Taking advantage of their monarch's gratitude for the success of the Calais campaign and riding on a wave of popular euphoria, the Duc de Guise and his brother the Cardinal of Lorraine agitated for the marriage of their niece to the youthful heir to the French throne. The fortunes of the girl queen and the triumphant family of her mother, Mary of Guise, were fatally intertwined. At this time, the Guises seemed to be so much in the ascendant that many of their fellow nobles resented and envied their power, fearing that it was they who in effect ruled France.
Elizabeth and Mary Queen of Scots had always been aware of each other, of their kinship and relations to the English crown. As cousins, they were both descended from Henry VII, Elizabeth as his grand-daughter, Mary as his great-granddaughter. European royalty was a small, elite and intermarried band. As the subject of the English succession loomed again, Elizabeth was acutely conscious of the strength of the Queen of Scots' claim to the English throne. Certainly she knew that if her sister Mary I's repeal of Henry VIII's Act of Supremacy was allowed to stand then her own parents' marriage would remain invalid and she could be marginalised and disinherited as a bastard. To most Catholics Henry's marriage to Anne Boleyn had always been invalid and Mary Queen of Scots was legally and morally next in line to the English throne. If Mary united the thrones of Scotland, France and England then this would ensure that England remained a part of Catholic Christendom.
However, if the Acts of Mary Tudor's reign should be reversed, then Elizabeth's legitimacy was confirmed and she, as Henry VIII's legitimate daughter, had not only the natural but the more direct claim. She also had popular, emotional appeal. Her tall, regal figure and her reddish gold colouring reminded the people, grown nostalgic and selective in their memory of "Good King Harry," of her father when young. Her surprisingly dark eyes, an inheritance of the best feature of her mother Anne Boleyn, were not enough to blur the bold impression that the best of her father lived on in her.

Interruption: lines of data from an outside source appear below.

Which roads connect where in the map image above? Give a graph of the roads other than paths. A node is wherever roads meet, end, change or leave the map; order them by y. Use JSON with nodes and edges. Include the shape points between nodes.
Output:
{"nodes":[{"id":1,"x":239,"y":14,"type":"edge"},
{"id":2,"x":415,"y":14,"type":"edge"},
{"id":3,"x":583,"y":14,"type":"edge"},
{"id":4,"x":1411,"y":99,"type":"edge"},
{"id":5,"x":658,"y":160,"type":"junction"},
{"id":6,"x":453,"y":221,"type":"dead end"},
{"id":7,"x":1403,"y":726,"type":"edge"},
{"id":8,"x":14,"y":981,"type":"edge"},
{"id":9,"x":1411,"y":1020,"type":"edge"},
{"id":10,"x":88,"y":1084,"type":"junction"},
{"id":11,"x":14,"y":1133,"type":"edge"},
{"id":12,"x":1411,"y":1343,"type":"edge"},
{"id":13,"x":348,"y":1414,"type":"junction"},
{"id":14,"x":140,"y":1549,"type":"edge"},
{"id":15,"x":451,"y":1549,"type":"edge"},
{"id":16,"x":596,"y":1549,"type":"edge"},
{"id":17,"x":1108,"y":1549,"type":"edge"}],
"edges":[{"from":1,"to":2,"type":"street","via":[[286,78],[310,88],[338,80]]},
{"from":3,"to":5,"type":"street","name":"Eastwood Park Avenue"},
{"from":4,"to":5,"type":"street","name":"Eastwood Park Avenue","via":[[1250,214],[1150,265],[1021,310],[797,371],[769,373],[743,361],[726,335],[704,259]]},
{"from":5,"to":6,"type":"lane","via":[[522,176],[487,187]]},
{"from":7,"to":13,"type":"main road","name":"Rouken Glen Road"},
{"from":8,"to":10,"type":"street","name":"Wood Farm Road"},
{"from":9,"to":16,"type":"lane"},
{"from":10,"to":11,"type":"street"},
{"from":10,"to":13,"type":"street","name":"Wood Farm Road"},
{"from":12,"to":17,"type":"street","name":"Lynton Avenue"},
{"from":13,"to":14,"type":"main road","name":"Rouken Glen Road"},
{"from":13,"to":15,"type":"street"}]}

In fact, despite the stain on her mother's name, it was to Elizabeth's credit that she was not the daughter of a foreign princess, that unadulterated English blood ran in her veins and that she had been born in Greenwich Palace, at the centre of English royal power. In early peace negotiations with France, Elizabeth had Cecil point out she was "descended by father and mother of mere English blood, and not of Spain, as her sister was." This meant she was "a free prince and owner of her crown and people." She was an Englishwoman, and she knew this counted for much in this island nation of hers. "Was I not born in the realm? Were my parents born in any foreign country? Is there any cause I should alienate myself from being careful over this country? Is not my kingdom here?"
At the beginning of the sixteenth century, a Venetian ambassador noted the insularity and self-satisfaction of the English even then:
the English are great lovers of themselves, and of everything belonging to them; they think that there are no other men than themselves, and no other world but England; and whenever they see a handsome foreigner, they say that "he looks like an En-glishman," and that "it is a great pity that he should not be an Englishman."